■ AVAILABLE DATA:
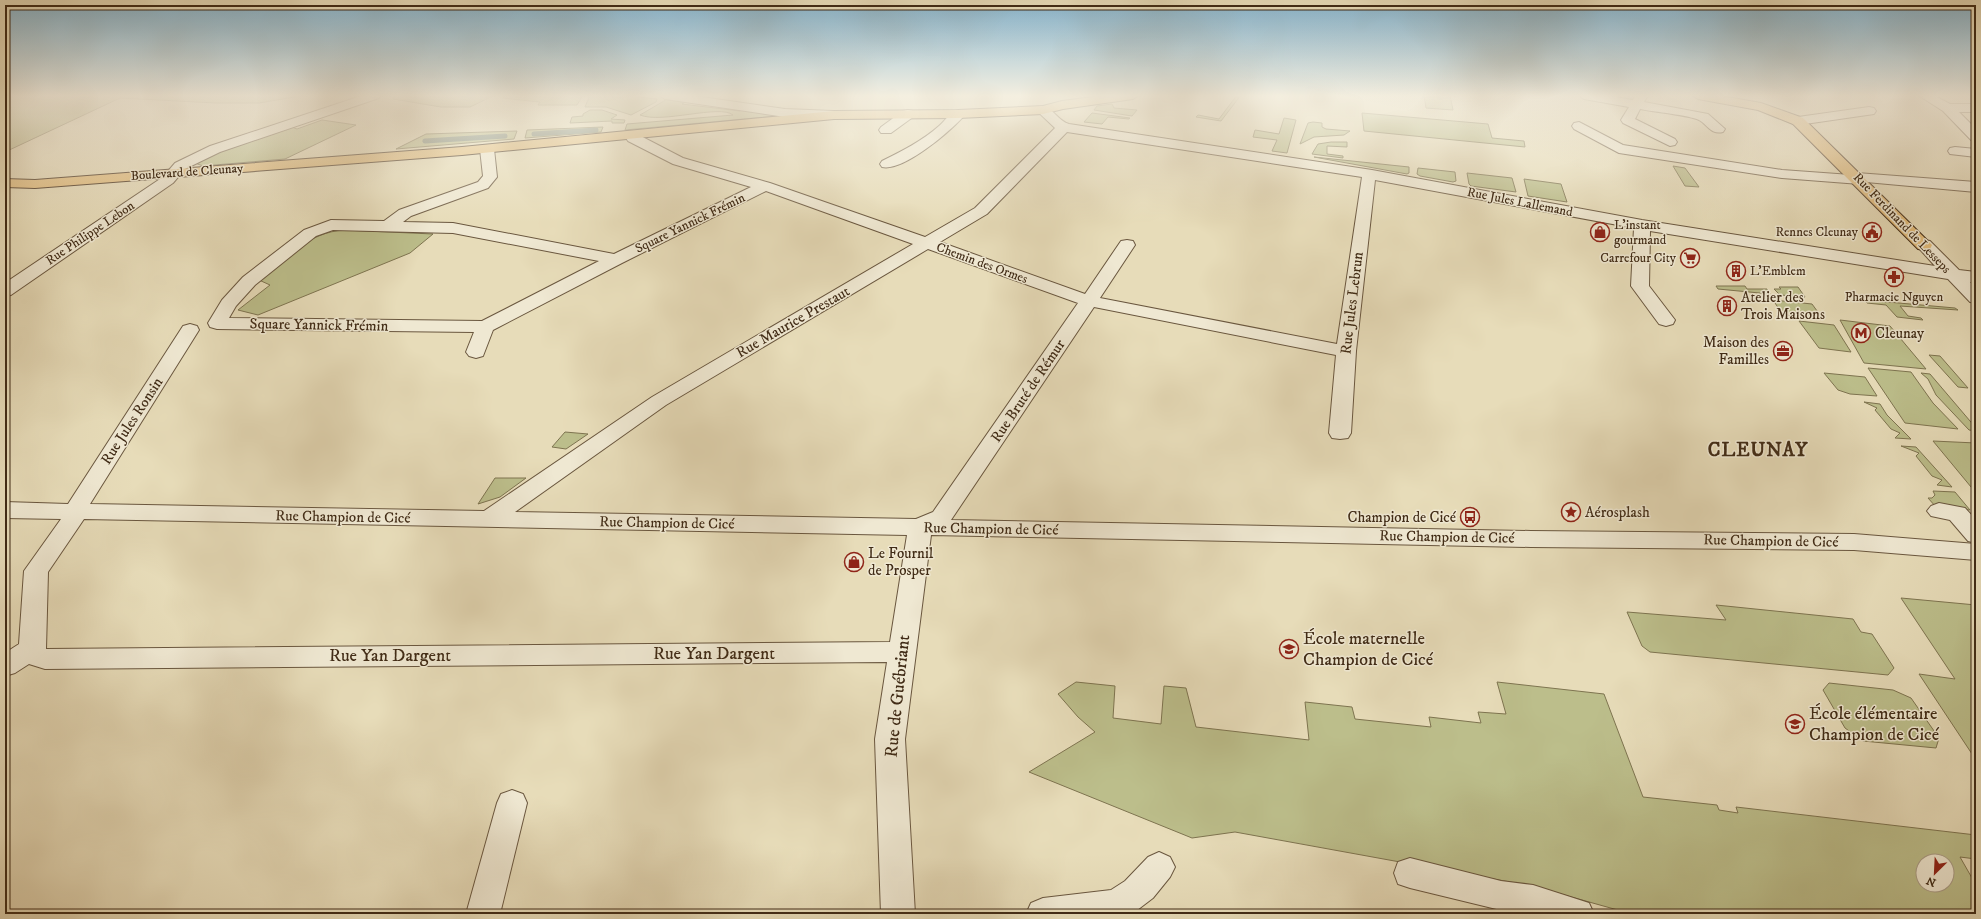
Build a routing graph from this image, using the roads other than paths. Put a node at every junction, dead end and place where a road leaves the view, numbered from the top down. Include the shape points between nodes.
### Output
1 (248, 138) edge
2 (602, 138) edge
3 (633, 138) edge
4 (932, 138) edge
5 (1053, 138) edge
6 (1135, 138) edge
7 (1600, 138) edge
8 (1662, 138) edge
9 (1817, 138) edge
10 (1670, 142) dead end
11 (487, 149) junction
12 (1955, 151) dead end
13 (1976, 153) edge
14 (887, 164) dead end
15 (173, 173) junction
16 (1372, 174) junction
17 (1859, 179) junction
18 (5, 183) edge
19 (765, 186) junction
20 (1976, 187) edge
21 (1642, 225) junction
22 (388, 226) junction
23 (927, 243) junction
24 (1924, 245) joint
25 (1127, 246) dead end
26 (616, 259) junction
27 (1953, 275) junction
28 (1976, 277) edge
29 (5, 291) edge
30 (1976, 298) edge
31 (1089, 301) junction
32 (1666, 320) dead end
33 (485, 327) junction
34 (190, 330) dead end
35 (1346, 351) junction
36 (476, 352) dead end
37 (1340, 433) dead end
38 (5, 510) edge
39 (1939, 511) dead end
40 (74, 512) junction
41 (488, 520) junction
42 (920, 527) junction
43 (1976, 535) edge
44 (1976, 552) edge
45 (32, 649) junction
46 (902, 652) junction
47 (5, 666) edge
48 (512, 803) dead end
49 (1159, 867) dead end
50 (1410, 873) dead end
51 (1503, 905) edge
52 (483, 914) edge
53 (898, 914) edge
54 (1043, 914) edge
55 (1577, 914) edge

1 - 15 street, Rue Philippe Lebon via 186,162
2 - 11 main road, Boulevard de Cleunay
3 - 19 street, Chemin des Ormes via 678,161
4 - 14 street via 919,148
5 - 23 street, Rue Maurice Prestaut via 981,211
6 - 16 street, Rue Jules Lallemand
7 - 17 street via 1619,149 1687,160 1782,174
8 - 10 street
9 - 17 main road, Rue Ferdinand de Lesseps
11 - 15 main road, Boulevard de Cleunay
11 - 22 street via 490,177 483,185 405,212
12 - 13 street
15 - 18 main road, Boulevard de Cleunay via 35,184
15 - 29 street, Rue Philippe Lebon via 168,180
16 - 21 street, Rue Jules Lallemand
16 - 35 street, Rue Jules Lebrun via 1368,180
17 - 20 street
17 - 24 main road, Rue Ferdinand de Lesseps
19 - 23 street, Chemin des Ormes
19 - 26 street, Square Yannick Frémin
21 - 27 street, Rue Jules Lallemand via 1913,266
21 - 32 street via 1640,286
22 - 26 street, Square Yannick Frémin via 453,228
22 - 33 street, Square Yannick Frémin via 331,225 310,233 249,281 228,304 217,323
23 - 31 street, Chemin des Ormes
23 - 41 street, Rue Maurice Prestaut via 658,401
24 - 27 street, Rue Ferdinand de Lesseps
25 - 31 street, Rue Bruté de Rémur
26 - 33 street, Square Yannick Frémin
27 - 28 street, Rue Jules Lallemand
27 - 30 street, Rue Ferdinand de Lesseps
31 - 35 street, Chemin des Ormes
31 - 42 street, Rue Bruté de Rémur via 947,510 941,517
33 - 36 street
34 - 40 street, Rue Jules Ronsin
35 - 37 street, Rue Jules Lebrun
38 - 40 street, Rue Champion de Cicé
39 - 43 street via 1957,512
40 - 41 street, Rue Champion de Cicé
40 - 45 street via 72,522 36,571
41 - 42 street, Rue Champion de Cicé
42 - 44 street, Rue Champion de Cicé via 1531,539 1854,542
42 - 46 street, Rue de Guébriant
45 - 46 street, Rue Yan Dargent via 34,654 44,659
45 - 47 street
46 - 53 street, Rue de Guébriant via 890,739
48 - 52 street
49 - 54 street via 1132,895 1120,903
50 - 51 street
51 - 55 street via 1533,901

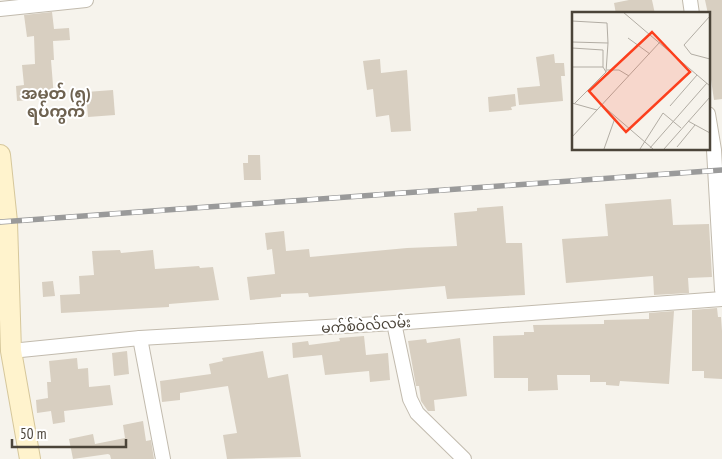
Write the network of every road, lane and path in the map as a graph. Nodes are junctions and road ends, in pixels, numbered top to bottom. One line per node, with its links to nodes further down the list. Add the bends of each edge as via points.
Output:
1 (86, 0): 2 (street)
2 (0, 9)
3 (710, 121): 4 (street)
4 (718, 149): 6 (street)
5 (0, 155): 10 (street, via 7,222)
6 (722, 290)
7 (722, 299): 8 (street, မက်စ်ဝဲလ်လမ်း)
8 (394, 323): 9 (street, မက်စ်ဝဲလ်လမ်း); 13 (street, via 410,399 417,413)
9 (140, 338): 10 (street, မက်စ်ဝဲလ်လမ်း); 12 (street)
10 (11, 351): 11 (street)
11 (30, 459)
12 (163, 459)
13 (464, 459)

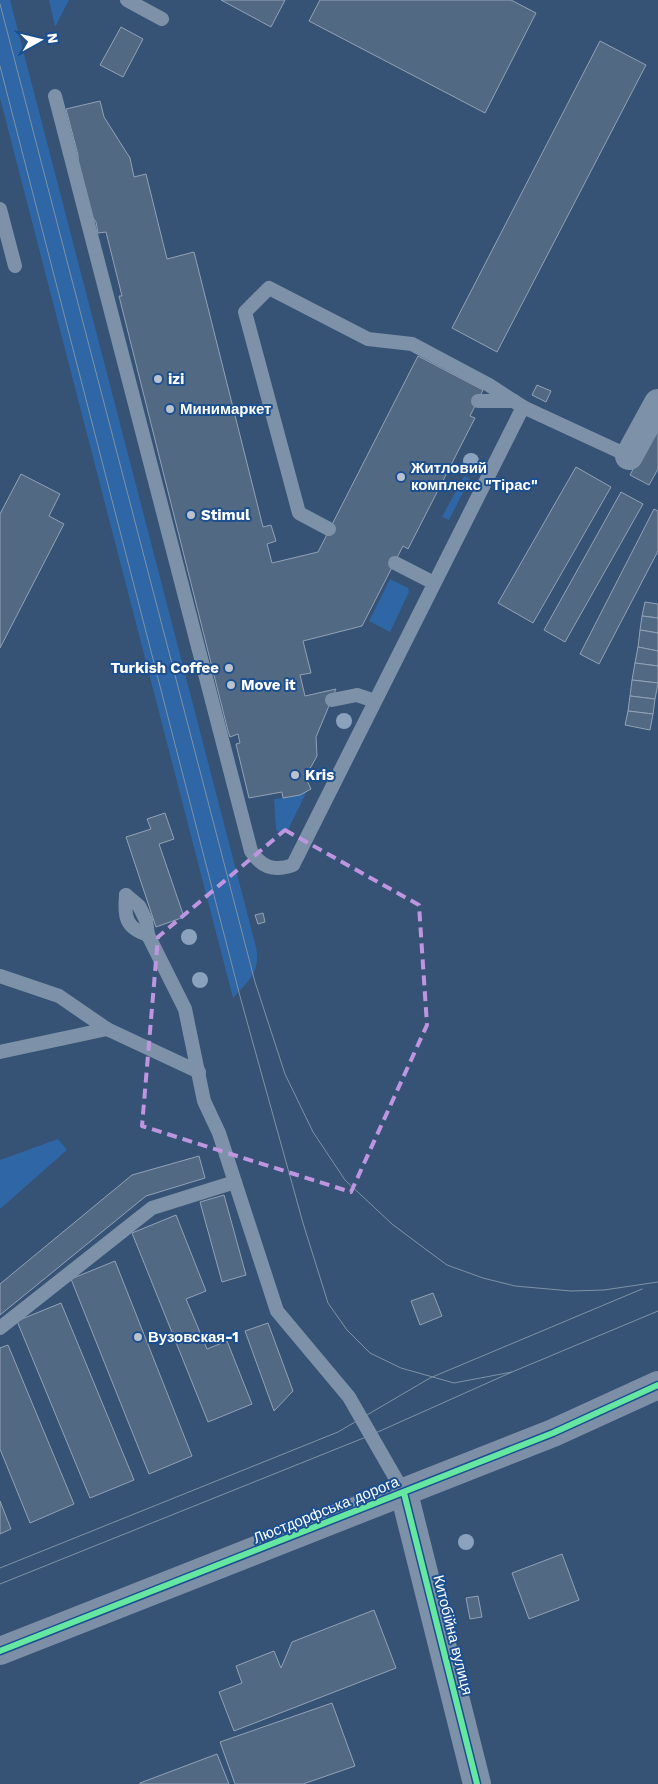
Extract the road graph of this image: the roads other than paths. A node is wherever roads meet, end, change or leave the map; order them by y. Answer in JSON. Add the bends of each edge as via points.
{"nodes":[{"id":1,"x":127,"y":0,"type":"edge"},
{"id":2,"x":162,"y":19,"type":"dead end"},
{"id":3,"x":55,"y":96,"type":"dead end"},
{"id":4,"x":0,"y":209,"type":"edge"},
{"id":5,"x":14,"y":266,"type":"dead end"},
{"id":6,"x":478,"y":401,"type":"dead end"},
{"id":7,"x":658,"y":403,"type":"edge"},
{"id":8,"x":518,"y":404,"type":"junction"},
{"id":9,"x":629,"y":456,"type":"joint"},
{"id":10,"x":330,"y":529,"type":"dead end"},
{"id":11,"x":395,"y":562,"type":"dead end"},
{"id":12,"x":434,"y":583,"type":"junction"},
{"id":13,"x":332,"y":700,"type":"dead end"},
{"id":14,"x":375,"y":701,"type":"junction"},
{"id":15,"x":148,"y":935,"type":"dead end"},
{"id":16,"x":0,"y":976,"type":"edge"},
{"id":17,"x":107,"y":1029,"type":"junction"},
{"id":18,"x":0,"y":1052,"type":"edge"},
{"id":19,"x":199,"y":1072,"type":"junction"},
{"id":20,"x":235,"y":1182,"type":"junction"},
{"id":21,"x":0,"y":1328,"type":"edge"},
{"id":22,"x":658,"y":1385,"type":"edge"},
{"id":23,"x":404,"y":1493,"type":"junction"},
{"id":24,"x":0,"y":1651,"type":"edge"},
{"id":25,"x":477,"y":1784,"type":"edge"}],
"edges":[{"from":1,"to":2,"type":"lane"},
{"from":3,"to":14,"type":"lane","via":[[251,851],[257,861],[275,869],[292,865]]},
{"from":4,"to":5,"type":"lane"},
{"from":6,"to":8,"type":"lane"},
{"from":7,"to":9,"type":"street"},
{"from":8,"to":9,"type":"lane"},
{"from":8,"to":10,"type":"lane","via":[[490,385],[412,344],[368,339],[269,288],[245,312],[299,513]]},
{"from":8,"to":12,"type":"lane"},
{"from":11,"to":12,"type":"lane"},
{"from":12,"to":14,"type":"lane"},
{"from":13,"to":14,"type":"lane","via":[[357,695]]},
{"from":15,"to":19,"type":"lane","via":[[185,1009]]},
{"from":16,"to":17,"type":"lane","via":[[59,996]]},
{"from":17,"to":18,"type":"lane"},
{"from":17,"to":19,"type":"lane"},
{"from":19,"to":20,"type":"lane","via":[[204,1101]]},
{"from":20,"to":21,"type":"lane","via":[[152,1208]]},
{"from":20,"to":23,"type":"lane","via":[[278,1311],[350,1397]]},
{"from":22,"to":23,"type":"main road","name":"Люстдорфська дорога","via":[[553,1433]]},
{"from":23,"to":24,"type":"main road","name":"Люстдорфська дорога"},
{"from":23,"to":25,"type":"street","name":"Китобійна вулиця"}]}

■ PROBLEM TO SOLVE: What lines in the data hold the word "дорога"? Return them.

■ WRITTEN REPLY:
{"from":22,"to":23,"type":"main road","name":"Люстдорфська дорога","via":[[553,1433]]},
{"from":23,"to":24,"type":"main road","name":"Люстдорфська дорога"},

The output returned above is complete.